[Stored dataset items]
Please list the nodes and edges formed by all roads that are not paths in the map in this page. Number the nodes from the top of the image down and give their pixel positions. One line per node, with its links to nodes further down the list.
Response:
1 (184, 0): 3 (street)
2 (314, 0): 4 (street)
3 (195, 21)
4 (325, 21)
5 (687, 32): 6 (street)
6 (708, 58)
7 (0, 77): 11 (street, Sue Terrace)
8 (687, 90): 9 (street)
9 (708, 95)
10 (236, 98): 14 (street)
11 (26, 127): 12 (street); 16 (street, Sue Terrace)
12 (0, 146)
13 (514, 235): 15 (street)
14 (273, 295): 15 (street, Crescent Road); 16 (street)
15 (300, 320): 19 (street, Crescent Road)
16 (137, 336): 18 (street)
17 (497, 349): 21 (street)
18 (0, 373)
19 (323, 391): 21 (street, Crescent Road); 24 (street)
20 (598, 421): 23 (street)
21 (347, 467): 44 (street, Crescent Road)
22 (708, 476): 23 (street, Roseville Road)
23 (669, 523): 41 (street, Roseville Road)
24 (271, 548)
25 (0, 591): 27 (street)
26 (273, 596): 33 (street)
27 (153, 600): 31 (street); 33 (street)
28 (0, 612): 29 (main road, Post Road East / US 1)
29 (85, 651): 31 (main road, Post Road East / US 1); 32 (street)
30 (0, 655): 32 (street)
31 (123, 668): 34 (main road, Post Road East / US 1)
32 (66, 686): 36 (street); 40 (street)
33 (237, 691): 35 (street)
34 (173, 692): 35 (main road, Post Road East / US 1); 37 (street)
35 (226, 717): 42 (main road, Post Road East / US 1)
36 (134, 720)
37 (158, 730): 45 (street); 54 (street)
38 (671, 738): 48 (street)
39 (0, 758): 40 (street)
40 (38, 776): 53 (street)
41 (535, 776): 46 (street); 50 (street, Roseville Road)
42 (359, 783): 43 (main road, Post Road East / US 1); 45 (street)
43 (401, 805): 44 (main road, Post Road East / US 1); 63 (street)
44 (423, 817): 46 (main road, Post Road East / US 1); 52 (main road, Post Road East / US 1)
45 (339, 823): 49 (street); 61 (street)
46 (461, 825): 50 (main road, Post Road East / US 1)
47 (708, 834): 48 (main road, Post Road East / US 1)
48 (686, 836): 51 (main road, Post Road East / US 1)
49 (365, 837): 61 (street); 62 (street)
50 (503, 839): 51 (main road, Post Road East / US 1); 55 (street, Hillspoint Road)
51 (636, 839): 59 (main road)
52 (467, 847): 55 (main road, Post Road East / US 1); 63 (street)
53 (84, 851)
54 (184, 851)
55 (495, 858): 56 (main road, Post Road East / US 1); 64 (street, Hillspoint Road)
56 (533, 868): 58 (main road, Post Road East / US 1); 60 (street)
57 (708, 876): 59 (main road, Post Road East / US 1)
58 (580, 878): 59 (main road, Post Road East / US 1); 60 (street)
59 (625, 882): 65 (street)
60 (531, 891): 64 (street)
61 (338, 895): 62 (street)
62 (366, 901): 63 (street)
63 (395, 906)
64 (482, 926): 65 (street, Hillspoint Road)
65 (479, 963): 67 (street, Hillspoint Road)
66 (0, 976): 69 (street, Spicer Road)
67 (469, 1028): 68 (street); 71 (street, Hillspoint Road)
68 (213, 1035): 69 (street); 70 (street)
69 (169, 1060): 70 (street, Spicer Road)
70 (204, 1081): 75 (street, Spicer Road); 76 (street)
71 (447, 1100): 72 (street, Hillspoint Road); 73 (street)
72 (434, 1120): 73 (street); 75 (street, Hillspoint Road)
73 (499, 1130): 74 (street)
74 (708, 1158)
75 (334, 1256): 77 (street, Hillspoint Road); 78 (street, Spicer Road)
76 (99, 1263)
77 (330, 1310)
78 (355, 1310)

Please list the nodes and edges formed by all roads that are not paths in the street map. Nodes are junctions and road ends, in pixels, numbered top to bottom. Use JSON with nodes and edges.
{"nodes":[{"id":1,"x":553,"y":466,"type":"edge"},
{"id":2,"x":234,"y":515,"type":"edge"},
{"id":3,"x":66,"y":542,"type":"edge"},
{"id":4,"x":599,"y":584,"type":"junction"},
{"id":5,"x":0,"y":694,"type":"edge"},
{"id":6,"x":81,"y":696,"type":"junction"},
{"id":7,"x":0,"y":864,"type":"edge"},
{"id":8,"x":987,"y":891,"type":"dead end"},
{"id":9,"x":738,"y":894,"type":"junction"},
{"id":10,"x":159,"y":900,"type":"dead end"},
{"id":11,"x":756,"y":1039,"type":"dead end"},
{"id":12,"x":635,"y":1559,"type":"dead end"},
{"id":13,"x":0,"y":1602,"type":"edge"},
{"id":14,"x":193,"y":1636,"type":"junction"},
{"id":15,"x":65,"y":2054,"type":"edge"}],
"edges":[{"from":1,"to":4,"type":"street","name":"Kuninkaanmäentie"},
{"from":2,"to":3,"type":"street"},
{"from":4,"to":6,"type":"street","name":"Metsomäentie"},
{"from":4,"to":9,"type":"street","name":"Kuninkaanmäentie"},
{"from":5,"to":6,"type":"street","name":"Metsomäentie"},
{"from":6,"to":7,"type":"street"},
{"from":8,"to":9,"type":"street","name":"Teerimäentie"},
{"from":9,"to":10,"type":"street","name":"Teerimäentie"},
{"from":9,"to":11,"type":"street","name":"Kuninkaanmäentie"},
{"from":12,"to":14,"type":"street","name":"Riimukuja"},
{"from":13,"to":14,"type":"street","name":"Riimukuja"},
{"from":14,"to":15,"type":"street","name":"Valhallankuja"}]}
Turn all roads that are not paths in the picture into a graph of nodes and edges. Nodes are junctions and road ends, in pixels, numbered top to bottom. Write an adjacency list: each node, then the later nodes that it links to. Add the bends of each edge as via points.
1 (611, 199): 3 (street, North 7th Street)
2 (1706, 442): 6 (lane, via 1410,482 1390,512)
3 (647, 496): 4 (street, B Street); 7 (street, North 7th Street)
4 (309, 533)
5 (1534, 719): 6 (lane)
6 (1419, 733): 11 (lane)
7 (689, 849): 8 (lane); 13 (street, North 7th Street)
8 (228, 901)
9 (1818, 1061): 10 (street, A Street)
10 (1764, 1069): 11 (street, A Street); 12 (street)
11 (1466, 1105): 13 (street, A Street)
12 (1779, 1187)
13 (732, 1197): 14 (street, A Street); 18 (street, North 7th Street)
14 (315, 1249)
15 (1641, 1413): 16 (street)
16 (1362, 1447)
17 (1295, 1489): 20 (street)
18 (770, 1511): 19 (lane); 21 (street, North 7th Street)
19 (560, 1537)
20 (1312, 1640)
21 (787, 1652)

▶ [What needs to be done]: Only lines of the data holding the word "Terrace" go in the answer. Please copy each of them.

▶ [Result of the exercise]:
7 (0, 77): 11 (street, Sue Terrace)
11 (26, 127): 12 (street); 16 (street, Sue Terrace)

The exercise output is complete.